Расхаживая по комнате во время разговора, оба остановились у окна.

Смеркалось. Огней еще нигде не зажигали, только и долине, у самой реки, мерцал свет в гробнице Абдулах-паши — неугасимая свеча над его могилой. Ее слабое пламя постоянно видно было из окон консульства, даже когда остальные огни в городе еще не зажигались или уже были погашены.

Часто, стоя так у окна в ожидании полной темноты, Дефоссе и консул разговаривали о паше и «вечном пламени» его свечи, к которой они привыкли как к чему-то неизменному и хорошо знакомому.

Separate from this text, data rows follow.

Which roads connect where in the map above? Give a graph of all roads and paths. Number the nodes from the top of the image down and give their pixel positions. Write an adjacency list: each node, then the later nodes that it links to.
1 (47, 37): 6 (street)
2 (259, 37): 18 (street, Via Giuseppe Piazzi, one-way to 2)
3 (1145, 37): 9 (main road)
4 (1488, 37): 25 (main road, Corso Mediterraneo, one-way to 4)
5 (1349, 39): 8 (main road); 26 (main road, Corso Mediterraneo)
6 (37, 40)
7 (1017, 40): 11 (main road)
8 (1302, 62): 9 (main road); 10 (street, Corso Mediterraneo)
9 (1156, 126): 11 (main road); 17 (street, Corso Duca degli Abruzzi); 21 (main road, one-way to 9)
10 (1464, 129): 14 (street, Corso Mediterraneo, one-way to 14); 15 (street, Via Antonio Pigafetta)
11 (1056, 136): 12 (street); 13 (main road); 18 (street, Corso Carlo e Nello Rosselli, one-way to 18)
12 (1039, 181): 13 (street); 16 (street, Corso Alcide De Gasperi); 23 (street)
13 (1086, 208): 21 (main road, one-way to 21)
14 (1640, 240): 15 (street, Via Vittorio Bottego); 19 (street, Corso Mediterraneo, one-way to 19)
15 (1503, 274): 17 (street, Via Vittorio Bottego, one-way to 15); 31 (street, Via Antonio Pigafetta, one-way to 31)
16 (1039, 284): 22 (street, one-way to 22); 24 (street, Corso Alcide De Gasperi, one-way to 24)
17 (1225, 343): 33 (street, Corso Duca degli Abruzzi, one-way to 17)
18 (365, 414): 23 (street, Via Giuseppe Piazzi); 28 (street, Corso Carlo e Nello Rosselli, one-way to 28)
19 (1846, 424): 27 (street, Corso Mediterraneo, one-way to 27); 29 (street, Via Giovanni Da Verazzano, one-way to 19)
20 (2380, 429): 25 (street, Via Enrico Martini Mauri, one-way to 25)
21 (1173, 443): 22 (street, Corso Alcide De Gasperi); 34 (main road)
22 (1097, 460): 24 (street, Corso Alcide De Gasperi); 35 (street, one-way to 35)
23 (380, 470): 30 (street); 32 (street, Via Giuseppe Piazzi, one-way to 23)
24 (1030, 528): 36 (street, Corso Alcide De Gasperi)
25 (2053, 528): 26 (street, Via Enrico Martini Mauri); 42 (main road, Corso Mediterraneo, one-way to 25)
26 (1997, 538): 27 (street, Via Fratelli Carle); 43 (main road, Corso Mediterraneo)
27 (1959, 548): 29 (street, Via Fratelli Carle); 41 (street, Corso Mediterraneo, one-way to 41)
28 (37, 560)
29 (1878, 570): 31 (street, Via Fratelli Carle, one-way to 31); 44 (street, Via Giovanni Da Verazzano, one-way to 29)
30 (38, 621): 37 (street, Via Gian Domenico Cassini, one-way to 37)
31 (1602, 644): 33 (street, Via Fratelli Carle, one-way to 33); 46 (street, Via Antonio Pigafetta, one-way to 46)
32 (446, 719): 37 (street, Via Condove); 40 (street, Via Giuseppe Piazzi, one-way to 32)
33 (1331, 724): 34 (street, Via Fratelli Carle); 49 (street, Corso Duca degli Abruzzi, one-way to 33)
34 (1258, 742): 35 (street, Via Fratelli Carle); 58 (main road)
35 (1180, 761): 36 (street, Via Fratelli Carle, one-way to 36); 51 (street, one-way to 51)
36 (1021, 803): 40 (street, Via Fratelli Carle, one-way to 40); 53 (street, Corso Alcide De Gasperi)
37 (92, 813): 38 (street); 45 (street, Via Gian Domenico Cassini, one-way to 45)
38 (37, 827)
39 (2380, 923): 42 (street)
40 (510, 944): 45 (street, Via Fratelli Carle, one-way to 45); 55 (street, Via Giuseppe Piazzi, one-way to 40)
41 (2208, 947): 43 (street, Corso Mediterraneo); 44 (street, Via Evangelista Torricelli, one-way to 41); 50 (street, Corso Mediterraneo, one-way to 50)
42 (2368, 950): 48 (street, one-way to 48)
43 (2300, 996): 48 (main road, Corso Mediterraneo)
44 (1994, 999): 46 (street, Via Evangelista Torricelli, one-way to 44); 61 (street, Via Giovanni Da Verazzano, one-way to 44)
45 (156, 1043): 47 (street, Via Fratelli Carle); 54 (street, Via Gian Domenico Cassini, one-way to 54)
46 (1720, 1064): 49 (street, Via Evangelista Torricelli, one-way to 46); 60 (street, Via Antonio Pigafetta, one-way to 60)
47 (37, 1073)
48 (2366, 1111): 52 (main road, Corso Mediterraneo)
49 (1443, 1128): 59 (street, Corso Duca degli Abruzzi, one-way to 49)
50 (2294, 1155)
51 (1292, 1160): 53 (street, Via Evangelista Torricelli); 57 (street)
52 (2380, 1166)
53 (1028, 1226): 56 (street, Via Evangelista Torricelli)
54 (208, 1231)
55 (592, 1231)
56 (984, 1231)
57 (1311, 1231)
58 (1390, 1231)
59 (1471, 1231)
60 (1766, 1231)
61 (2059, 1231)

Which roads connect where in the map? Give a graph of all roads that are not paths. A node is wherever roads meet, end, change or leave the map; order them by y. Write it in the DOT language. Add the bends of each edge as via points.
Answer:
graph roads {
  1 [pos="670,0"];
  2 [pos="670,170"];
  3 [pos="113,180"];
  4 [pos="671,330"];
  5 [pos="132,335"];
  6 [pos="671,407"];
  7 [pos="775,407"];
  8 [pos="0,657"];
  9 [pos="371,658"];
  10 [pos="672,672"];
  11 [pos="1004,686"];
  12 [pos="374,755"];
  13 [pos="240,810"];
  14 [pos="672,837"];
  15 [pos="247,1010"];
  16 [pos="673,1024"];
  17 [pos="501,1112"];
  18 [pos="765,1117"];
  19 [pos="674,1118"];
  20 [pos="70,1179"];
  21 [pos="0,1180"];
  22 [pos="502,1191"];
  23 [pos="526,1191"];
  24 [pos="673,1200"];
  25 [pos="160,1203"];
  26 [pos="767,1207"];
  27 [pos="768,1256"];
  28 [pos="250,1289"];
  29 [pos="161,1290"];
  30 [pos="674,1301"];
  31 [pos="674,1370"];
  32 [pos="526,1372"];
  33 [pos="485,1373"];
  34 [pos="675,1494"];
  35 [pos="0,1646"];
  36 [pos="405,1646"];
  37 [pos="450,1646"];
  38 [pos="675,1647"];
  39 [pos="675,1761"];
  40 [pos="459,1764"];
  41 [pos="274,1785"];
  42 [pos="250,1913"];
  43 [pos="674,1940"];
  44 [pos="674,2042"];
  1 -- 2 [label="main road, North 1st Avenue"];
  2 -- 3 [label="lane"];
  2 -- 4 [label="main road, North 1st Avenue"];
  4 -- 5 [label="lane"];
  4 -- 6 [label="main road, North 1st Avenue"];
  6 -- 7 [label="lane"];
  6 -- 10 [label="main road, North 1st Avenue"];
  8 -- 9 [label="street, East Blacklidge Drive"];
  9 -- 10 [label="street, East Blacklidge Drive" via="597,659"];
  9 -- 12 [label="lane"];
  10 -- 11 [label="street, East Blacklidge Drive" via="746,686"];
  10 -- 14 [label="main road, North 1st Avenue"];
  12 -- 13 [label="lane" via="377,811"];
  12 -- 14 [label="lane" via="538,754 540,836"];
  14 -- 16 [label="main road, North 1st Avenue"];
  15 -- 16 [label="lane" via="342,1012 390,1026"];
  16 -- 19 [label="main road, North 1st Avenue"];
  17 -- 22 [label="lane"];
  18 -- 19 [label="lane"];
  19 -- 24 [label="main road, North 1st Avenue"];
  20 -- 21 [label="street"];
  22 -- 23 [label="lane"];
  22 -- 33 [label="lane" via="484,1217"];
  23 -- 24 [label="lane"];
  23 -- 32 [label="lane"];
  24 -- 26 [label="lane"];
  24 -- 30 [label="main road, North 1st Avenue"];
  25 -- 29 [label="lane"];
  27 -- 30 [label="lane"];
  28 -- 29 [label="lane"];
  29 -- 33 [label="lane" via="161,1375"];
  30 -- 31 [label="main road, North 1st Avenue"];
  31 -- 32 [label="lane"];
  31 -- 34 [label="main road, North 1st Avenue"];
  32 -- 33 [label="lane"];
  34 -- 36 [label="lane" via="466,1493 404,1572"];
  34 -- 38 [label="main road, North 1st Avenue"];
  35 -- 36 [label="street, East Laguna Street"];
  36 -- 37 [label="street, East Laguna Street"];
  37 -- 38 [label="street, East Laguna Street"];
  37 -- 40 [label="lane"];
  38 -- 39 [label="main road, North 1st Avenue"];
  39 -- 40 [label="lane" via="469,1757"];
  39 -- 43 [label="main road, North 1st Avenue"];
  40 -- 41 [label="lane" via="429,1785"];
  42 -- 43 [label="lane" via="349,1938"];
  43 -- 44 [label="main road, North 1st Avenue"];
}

Дефоссе знал и историю паши.

Абдулах-паша, местный уроженец, разбогател и прославился еще в молодые годы. Он побывал во многих странах и с армией и как наместник. Назначенный визирем в Травник, он скоропостижно в расцвете сил умер и был похоронен здесь. (Говорят, его отравили.) О нем вспоминали как о мягком справедливом правителе. Один травницкий летописец записал, что «во время правления Абдулах-паши бедняки не знали горя». Перед смертью он завещал свое имущество травницкому монастырю дервишей и другим духовным заведениям. Значительную сумму оставил на сооружение красивой гробницы из дорогого камня, а на доходы от домов и земель велел поставить над своей могилой восковую свечу необычайной толщины, которая должна гореть денно и нощно. Гроб его был покрыт зеленым сукном с вышитой на нем надписью: «Пусть всевышний освещает его могилу». Эту надпись придумали ученые люди из монастыря дервишей, выражая благодарность своему покровителю.